In the next chapter, we use this model to quantify the effect of NBTI, as well as Positive Bias Temperature Instability (PBTI), a dual degradation mechanism in PMOS devices, on the temporal degradation of a digital logic circuit. We provide a technique for gaging the impact of signal probability on the delay degradation numbers, and investigate the problem of determining the maximal temporal degradation of a circuit under all operating conditions. In this regard, we conclude that the amount of overestimation using a simple pessimistic worst-case model is not significantly large. We also propose a method to handle the effect of correlations, in order to obtain a more accurate estimation of the impact of aging on circuit delay degradation.
The latter part of this chapter proposes several circuit optimization techniques that can be used to ensure reliable operation of circuits, despite temporal degradation caused by BTI. We first present a procedure of combating the effects of NBTI during technology mapping in synthesis, thereby guardbanding our circuits with a minimal area and power overhead.

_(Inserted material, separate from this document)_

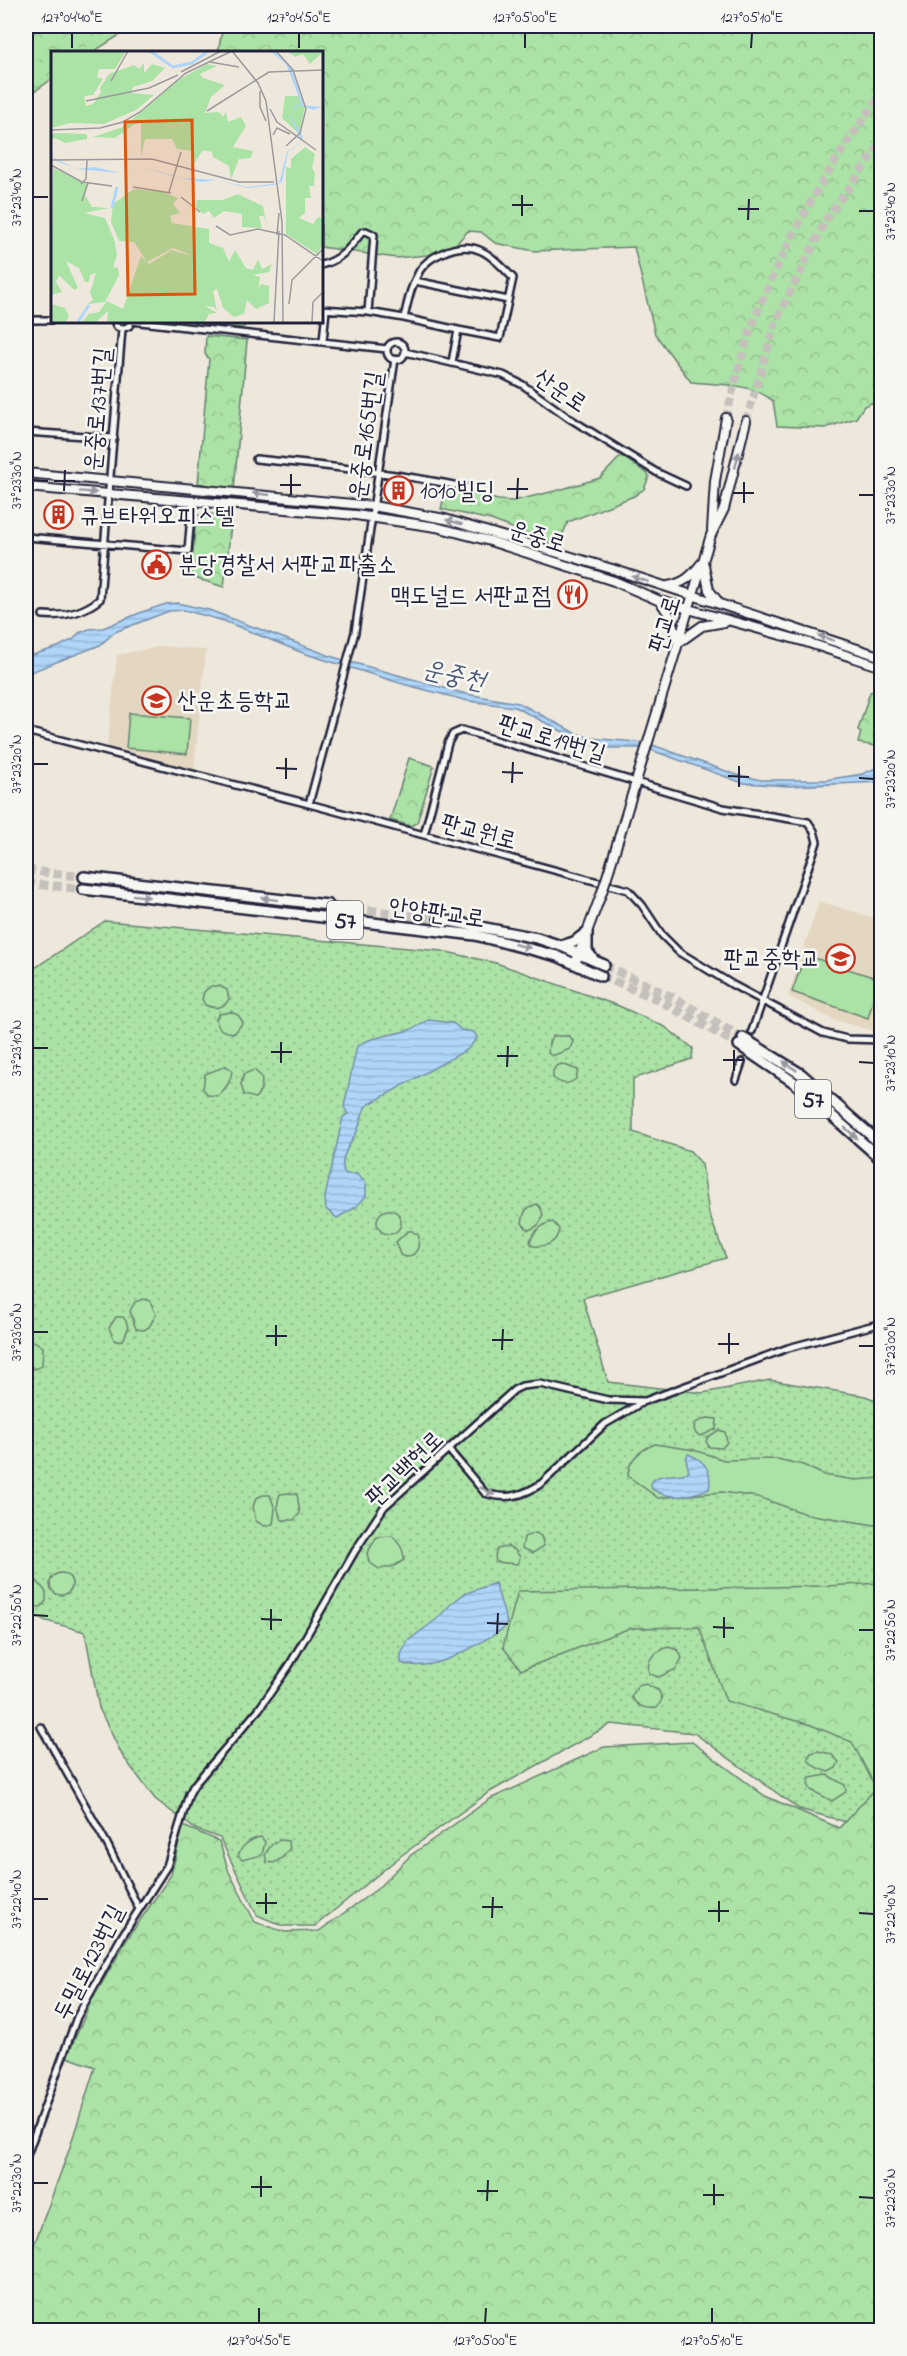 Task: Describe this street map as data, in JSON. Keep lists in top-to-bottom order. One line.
{"streets":{"main road":["운중로","판교로","안양판교로","57"],"street":["산운로","운중로137번길","운중로165번길","판교로19번길","판교원로","판교백현로","두밀로123번길"]},"crossings":[["산운로","운중로165번길"],["운중로137번길","운중로"],["운중로165번길","운중로"],["운중로165번길","판교원로"],["운중로","판교로"],["판교로","판교로19번길"],["판교로19번길","판교원로"],["판교백현로","두밀로123번길"]],"water":["운중천"],"places":{"building":["1010빌딩","큐브타워오피스텔"],"public building":["분당경찰서 서판교파출소"],"restaurant":["맥도널드 서판교점"],"school or university":["산운초등학교","판교중학교"]},"coordinates":["127°04'40\"E","127°04'50\"E","127°05'00\"E","127°05'10\"E","37°23'40\"N","37°23'30\"N","37°23'20\"N","37°23'10\"N","37°23'00\"N","37°22'50\"N","37°22'40\"N","37°22'30\"N"]} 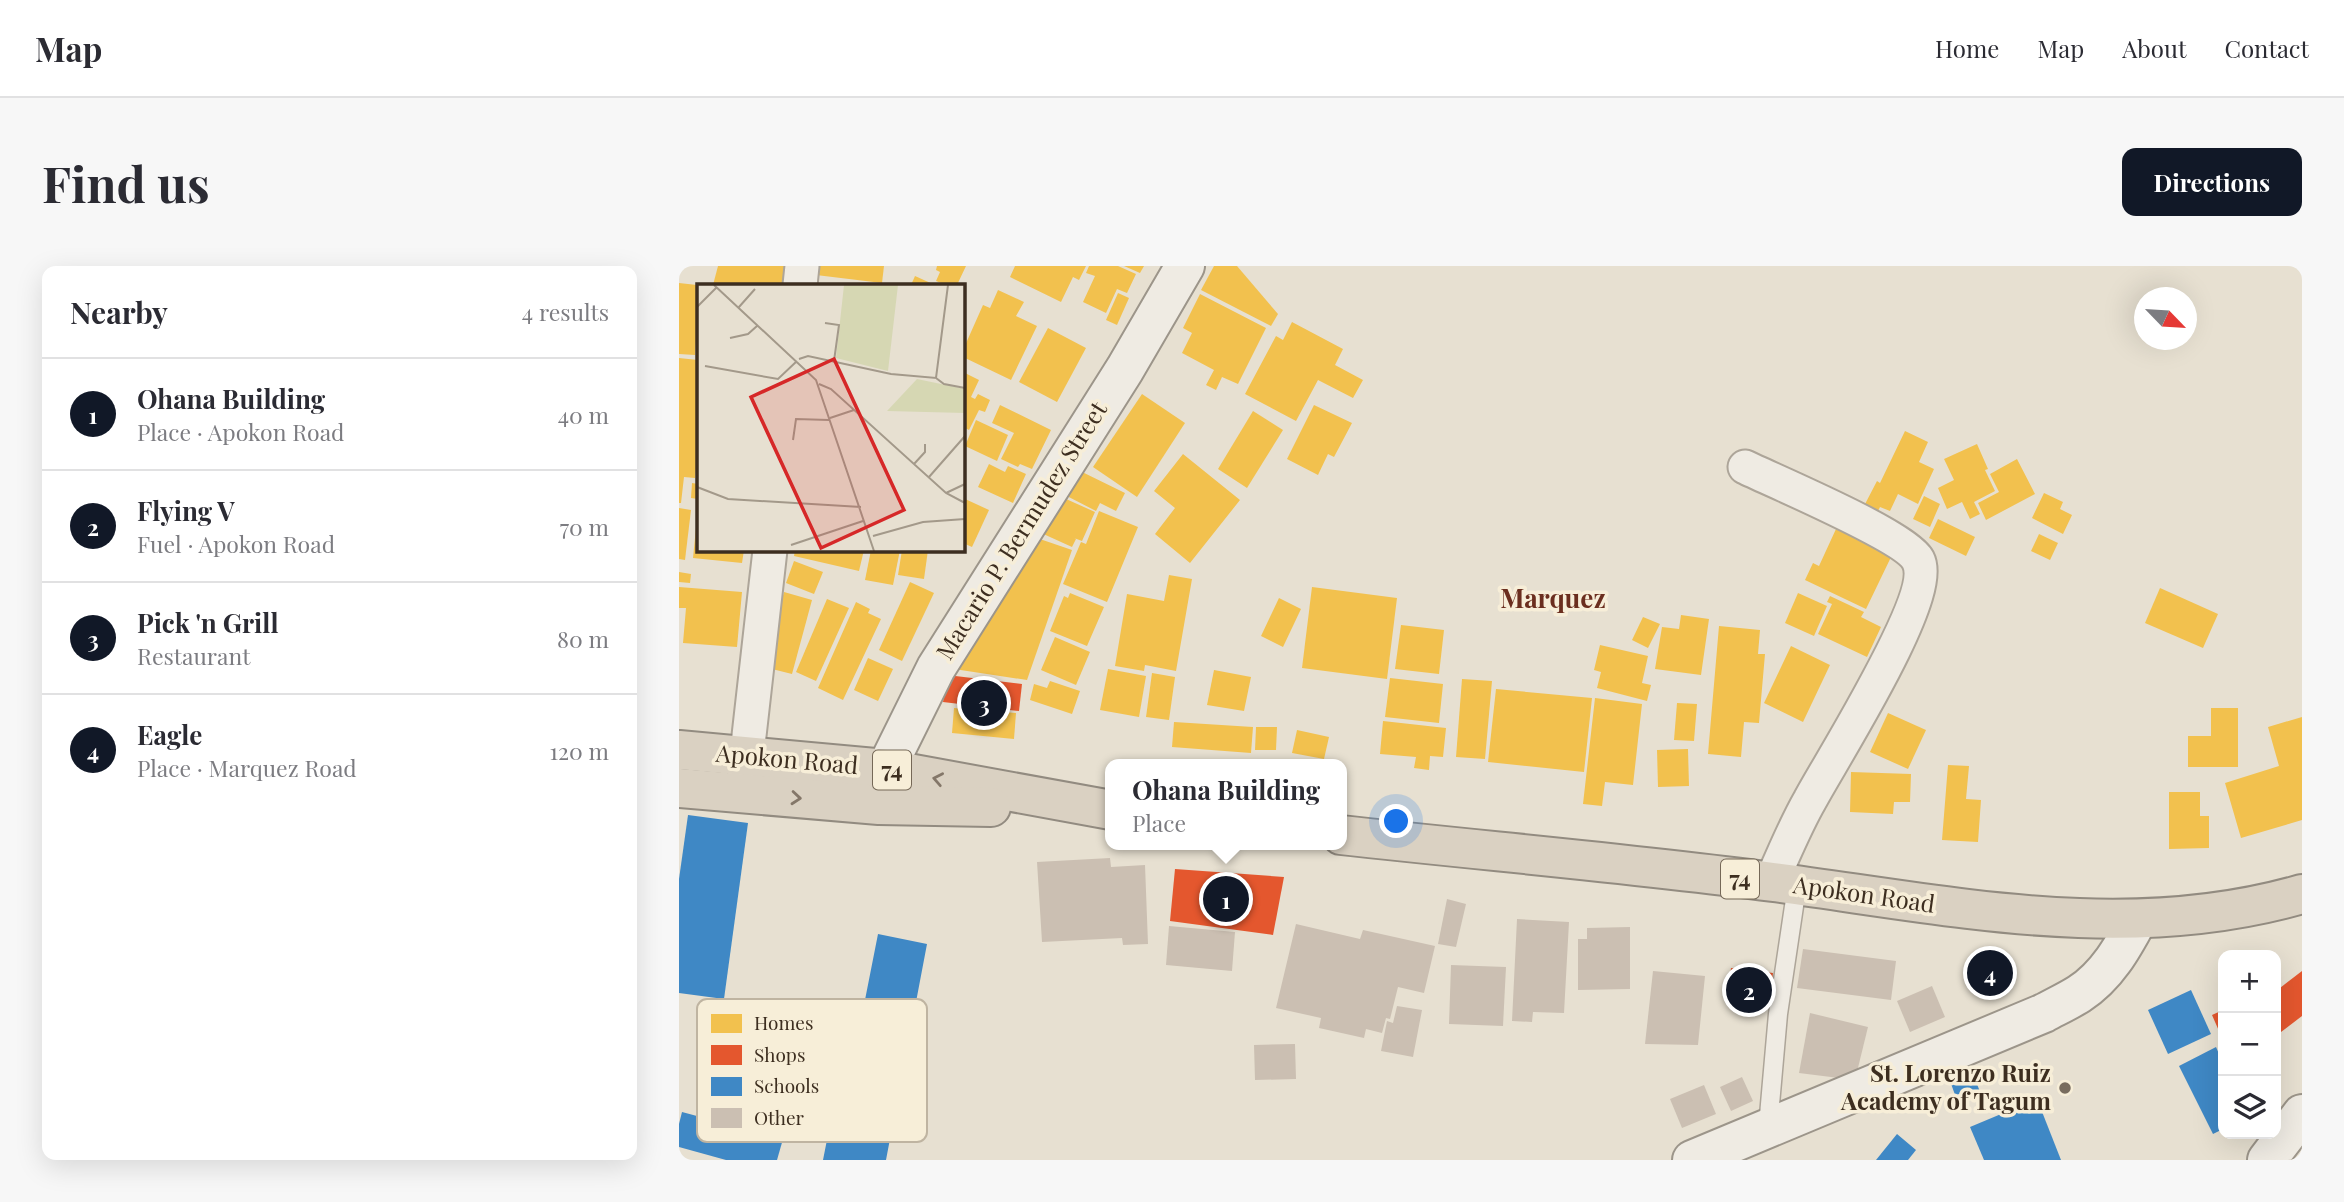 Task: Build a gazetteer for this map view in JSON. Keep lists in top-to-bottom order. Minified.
{"streets":{"highway":["Apokon Road","74"],"main road":["Macario P. Bermudez Street"]},"crossings":[["Macario P. Bermudez Street","Apokon Road"]],"districts":["Marquez"],"places":["St. Lorenzo Ruiz Academy of Tagum"],"legend":["Homes","Shops","Schools","Other"],"north":"bottom right","page":{"header":"Map","nav":["Home","Map","About","Contact"],"buttons":"Directions","title":"Find us","heading":["Nearby","4 results"],"list":[{"mark":"1","name":"Ohana Building","note":"Place · Apokon Road","value":"40 m"},{"mark":"2","name":"Flying V","note":"Fuel · Apokon Road","value":"70 m"},{"mark":"3","name":"Pick 'n Grill","note":"Restaurant","value":"80 m"},{"mark":"4","name":"Eagle","note":"Place · Marquez Road","value":"120 m"}],"pins":["3","1","4","2"],"popup":["Ohana Building","Place"],"map_buttons":["+","−"]}} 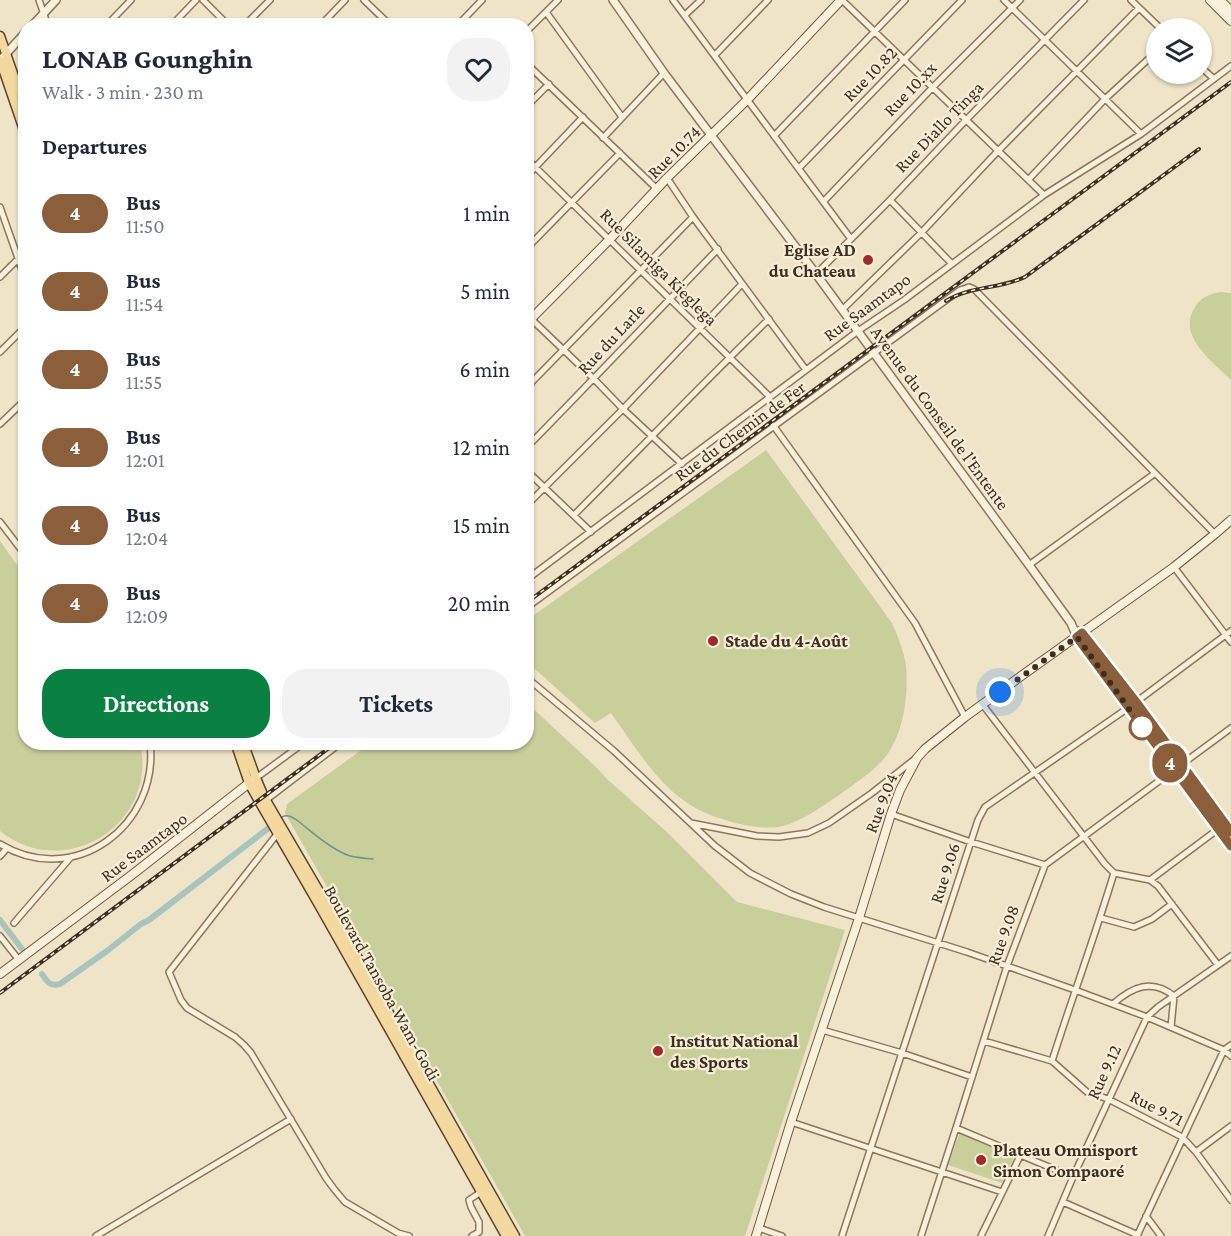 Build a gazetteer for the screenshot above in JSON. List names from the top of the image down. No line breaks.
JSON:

An adaptive compensation scheme to overcome the effects of BTI through the use of adaptive body bias (ABB) over the lifetime of the circuit is explored. A combination of adaptive compensation and BTI-aware technology mapping is then used to optimally design circuits that meet the highest target frequency over their entire lifetime, and with a minimal overhead in area, average active power, and peak leakage power consumption. Lastly, we present a simple cell-flipping technique that can mitigate the impact of NBTI on the static noise margin (SNM) of SRAM cells.
In the final chapter of this thesis, we first present a framework for block based timing sensitivity analysis, where the parameters are specified as ranges - rather than statistical distributions which are hard to know in practice. The approach is validated on circuit blocks extracted from a commercial 45nm microprocessor design. While the above approach considers process and voltage variations, we also show that temperature variations, particularly in the low voltage design space can cause an anomalous behavior, i.e., the circuit delays can decrease with temperature. Thus, it is now necessary to estimate the maximum delay of the circuit, which can occur at any operating temperature, and not necessarily at a worst case corner setting. Accordingly we propose a means to efficiently compute the maximum delay of the circuit, under all operating conditions, and compare its performance with an existing pessimistic worst-case approach.